Demonstration of a dynamic, transcription-dependent organization of pre-mRNA splicing factors in polytene nuclei.
作者信息
Baurén G, Jiang W Q, Bernholm K, Gu F, Wieslander L
机构信息
Department of Cell and Molecular Biology, Medical Nobel Institute, Karolinska Institutet, Stockholm, Sweden.
出版信息
J Cell Biol. 1996 Jun;133(5):929-41. doi: 10.1083/jcb.133.5.929.
Abstract
We describe the dynamic organization of pre-mRNA splicing factors in the intact polytene nuclei of the dipteran Chironomus tentans.
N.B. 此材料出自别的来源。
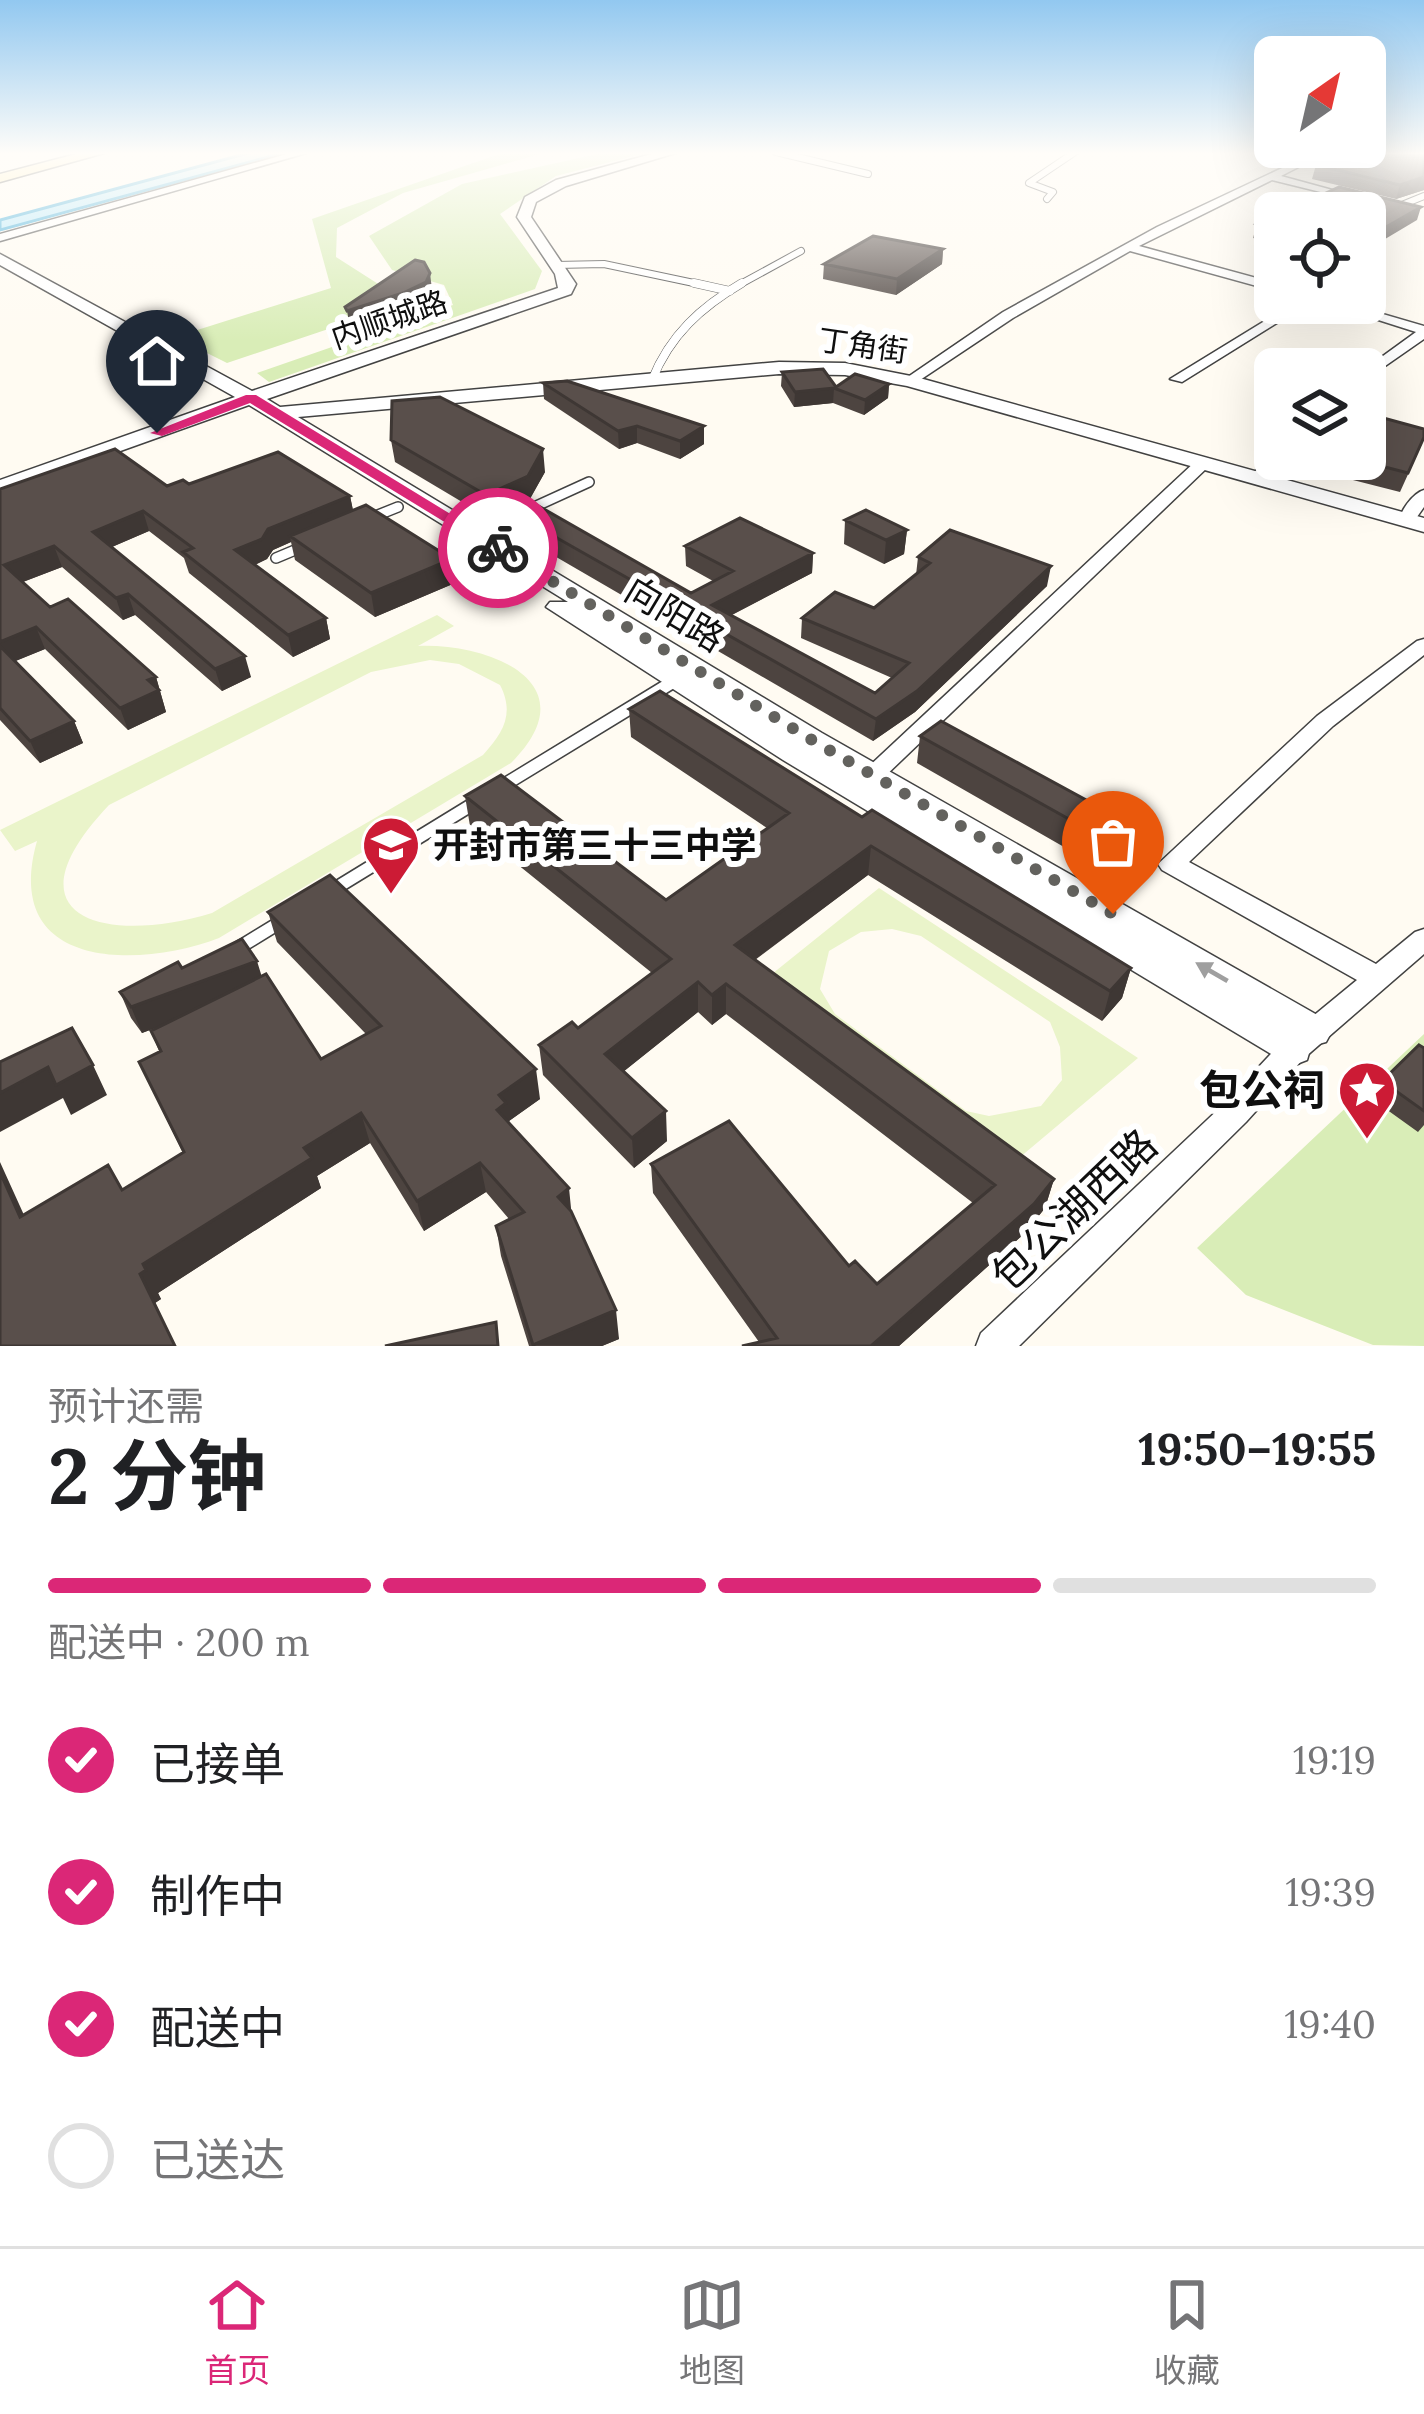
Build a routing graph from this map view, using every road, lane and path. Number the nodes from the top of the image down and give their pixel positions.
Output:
1 (82, 215) edge
2 (525, 215) edge
3 (1195, 215) edge
4 (0, 238) edge
5 (1129, 247) junction
6 (801, 251) dead end
7 (0, 259) edge
8 (556, 265) junction
9 (0, 272) edge
10 (1254, 281) edge
11 (730, 291) junction
12 (1386, 320) edge
13 (1268, 324) edge
14 (1424, 332) edge
15 (1386, 360) edge
16 (1177, 379) dead end
17 (652, 380) junction
18 (908, 380) junction
19 (249, 406) junction
20 (1202, 463) junction
21 (1254, 477) edge
22 (1265, 480) edge
23 (589, 482) dead end
24 (0, 487) edge
25 (1424, 495) edge
26 (398, 506) junction
27 (1415, 522) edge
28 (357, 524) edge
29 (475, 534) junction
30 (316, 541) edge
31 (276, 558) dead end
32 (1424, 645) edge
33 (676, 680) junction
34 (873, 775) junction
35 (315, 901) edge
36 (295, 914) edge
37 (1424, 939) edge
38 (235, 950) edge
39 (1376, 977) junction
40 (1304, 1040) junction
41 (994, 1346) edge

1 - 4 street
2 - 8 street, 内顺城路
3 - 5 street
5 - 10 street
5 - 18 street
6 - 11 lane
7 - 19 street, 向阳路
8 - 11 lane
8 - 19 street, 内顺城路
9 - 19 street, 向阳路
11 - 17 lane
12 - 14 street
13 - 16 street
14 - 15 street
17 - 18 street, 丁角街
17 - 19 street, 丁角街
18 - 20 street, 丁角街
19 - 24 street, 内顺城路
19 - 26 street, 向阳路
19 - 29 street, 向阳路
20 - 21 street, 丁角街
20 - 34 street
22 - 27 street, 丁角街
23 - 29 lane
25 - 27 street
26 - 28 lane
26 - 33 street, 向阳路
29 - 34 street, 向阳路
30 - 31 lane
32 - 39 street
33 - 35 lane
33 - 40 street, 向阳路
40 -> 34 street, 向阳路
36 - 38 lane
37 - 39 street, 包公湖西路
39 - 40 street, 包公湖西路
40 - 41 street, 包公湖西路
The snRNPs and an SR non-snRNP splicing factor are present in excess, mainly distributed throughout the interchromatin. Approximately 10% of the U2 snRNP and an SR non-snRNP splicing factor are associated with the chromosomes, highly enriched in active gene loci where they are bound to RNA. We demonstrate that the splicing factors are specifically recruited to a defined gene upon induction of transcription during physiological conditions. Concomitantly, the splicing factors leave gene loci in which transcription is turned off. We also demonstrated that upon general transcription inhibition, the splicing factors redistribute from active gene loci to the interchromatin. Our findings demonstrate the dynamic intranuclear organization of splicing factors and a tight linkage between transcription and the intranuclear organization of the splicing machinery.
摘要
我们描述了双翅目昆虫摇蚊完整多线核中前体mRNA剪接因子的动态组织。小核核糖核蛋白颗粒(snRNPs)和一种SR非snRNP剪接因子过量存在,主要分布在整个染色质间区域。大约10%的U2 snRNP和一种SR非snRNP剪接因子与染色体相关,在活跃基因位点高度富集,它们在这些位点与RNA结合。我们证明,在生理条件下转录诱导时,剪接因子会被特异性招募到特定基因。与此同时,剪接因子会离开转录被关闭的基因位点。我们还证明,在一般转录抑制时,剪接因子会从活跃基因位点重新分布到染色质间区域。我们的研究结果证明了剪接因子在细胞核内的动态组织以及转录与剪接机制在细胞核内组织之间的紧密联系。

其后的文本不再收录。